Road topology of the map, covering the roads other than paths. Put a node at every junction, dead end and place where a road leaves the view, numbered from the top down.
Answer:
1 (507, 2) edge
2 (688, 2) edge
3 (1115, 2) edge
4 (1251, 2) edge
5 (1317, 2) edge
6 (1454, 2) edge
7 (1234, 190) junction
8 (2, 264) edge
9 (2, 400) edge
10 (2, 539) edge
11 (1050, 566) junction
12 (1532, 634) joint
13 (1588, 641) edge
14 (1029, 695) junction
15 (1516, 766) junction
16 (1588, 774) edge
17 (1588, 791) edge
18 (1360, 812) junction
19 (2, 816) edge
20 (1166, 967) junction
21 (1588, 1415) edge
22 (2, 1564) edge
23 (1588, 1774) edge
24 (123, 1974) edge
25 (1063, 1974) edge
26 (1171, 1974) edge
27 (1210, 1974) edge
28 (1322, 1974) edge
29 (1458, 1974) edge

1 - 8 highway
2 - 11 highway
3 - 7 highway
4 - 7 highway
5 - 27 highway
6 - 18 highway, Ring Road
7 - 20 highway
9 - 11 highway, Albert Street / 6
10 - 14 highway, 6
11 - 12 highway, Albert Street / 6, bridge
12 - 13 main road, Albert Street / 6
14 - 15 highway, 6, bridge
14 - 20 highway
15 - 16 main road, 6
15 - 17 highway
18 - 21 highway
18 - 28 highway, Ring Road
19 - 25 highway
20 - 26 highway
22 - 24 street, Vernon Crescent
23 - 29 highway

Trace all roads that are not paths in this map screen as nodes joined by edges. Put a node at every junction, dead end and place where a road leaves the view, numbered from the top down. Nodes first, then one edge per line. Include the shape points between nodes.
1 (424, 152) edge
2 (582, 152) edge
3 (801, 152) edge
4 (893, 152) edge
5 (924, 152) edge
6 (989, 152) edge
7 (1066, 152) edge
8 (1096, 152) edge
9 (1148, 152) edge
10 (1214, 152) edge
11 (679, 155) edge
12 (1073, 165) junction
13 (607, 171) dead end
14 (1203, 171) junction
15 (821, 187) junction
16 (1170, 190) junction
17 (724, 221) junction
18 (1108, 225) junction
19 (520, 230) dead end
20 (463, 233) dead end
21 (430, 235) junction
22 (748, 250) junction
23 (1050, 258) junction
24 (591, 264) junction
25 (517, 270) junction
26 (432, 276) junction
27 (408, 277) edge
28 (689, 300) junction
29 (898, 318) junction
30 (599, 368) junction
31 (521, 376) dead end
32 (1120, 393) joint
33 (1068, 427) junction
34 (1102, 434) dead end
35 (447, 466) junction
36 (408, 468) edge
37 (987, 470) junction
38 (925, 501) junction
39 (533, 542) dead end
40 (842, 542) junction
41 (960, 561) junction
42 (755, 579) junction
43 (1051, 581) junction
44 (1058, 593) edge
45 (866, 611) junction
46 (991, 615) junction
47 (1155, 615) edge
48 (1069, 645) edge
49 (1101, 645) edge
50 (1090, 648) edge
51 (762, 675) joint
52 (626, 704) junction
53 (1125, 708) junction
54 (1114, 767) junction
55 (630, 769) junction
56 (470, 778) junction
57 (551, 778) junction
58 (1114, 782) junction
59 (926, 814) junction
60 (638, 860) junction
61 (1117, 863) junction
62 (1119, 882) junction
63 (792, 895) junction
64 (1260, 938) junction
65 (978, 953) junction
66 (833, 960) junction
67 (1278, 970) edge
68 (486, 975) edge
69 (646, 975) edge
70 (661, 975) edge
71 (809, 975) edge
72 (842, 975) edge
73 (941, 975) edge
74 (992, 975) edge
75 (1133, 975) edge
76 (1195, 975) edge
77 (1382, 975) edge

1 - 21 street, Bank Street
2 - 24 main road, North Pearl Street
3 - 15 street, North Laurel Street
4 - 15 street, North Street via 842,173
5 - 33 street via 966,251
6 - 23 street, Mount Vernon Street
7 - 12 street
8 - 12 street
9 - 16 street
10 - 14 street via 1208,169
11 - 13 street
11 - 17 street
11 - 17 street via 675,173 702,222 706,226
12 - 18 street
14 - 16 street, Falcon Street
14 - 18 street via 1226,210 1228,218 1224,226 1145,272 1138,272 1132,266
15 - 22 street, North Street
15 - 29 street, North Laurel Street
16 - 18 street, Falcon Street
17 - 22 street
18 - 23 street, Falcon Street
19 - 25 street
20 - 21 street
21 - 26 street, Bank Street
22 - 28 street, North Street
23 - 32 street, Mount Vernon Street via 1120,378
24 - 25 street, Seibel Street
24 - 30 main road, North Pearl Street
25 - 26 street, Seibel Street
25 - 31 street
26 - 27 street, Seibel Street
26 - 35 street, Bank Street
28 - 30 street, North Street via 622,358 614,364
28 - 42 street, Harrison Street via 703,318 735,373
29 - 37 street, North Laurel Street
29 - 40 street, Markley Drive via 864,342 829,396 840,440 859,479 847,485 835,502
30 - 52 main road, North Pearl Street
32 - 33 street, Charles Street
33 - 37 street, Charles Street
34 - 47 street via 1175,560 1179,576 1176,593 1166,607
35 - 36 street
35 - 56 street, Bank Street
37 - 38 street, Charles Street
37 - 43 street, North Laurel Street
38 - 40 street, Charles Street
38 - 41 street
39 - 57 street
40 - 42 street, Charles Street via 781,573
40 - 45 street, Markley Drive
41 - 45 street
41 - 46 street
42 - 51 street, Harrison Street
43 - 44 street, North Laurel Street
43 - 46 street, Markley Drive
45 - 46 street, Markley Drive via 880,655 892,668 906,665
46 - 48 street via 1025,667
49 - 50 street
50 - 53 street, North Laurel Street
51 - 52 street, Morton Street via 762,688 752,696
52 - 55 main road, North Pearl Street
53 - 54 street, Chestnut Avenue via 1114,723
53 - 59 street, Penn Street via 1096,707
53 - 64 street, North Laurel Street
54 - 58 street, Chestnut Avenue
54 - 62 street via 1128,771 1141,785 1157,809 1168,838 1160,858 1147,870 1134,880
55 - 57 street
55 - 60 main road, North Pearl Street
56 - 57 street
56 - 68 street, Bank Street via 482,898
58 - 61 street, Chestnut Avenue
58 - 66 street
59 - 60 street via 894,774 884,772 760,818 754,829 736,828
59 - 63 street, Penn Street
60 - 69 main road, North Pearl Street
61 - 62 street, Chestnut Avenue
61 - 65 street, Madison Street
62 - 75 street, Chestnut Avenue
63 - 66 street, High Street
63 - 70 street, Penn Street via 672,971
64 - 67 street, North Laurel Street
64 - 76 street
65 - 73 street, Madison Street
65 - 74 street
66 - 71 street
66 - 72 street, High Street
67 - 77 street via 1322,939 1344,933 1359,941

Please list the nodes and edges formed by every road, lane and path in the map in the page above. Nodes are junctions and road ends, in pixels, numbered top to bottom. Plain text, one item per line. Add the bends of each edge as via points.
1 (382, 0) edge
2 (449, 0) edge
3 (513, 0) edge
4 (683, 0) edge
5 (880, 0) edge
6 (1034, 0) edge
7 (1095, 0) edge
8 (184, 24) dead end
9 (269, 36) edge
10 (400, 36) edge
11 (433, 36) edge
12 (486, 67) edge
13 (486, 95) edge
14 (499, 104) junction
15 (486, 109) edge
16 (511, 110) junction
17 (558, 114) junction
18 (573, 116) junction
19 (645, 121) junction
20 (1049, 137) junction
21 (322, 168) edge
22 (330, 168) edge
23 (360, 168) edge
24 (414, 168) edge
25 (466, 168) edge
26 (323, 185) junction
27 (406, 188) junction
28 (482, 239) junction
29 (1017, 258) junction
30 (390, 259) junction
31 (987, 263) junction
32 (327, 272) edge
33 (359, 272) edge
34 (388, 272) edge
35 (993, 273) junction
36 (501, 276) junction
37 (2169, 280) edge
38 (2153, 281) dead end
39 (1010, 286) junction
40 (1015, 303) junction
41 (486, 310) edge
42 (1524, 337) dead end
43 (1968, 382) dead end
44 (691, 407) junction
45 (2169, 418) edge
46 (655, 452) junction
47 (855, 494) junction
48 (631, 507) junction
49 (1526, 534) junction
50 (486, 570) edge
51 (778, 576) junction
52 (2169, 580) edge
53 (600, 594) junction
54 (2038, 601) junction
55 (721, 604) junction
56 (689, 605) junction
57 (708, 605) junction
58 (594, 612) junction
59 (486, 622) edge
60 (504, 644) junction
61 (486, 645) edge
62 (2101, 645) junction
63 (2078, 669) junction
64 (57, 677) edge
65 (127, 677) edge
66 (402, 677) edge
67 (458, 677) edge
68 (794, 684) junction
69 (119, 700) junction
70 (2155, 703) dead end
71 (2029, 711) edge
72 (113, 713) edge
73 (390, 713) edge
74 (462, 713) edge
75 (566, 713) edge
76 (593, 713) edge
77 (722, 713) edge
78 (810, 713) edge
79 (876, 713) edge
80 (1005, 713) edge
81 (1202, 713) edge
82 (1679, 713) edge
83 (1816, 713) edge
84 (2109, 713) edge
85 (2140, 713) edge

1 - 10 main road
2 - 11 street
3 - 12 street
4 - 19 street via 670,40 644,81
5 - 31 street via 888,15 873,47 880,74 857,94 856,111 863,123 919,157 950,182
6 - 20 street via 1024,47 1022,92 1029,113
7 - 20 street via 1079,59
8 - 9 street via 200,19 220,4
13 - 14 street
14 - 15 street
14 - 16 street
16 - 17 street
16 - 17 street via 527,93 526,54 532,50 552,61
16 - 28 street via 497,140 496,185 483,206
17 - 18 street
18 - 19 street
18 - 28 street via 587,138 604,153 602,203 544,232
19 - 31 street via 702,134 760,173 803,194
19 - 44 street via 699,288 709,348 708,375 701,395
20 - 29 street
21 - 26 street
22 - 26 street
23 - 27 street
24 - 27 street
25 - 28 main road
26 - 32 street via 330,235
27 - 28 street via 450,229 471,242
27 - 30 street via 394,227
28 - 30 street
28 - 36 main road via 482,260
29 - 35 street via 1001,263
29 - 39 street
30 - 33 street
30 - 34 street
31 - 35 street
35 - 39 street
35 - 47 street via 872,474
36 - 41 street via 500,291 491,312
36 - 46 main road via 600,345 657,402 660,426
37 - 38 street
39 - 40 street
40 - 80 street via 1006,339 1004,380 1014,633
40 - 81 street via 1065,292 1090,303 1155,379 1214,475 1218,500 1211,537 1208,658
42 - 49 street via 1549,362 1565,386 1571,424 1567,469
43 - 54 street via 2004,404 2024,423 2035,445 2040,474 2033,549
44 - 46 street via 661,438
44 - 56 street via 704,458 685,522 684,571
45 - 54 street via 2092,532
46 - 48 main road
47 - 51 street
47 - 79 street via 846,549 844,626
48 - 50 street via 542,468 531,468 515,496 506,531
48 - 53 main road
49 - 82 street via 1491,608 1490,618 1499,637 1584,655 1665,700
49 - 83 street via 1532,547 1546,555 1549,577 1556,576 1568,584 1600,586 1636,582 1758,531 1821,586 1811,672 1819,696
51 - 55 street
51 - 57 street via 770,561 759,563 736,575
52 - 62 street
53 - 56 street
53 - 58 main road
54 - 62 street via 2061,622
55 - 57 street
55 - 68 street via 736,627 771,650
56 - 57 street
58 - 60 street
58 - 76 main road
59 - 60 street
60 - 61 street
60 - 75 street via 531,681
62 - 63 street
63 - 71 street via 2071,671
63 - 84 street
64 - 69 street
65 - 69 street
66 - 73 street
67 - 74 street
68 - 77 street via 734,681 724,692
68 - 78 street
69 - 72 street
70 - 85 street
* * * * *
#### TASK DIRECTIONS:
What lines of the material above include "place"? Copy each one.

#### TASK SOLUTION:
Road topology of the map, covering the roads other than paths. Put a node at every junction, dead end and place where a road leaves the view, numbered from the top down.
Trace all roads that are not paths in this map screen as nodes joined by edges. Put a node at every junction, dead end and place where a road leaves the view, numbered from the top down. Nodes first, then one edge per line. Include the shape points between nodes.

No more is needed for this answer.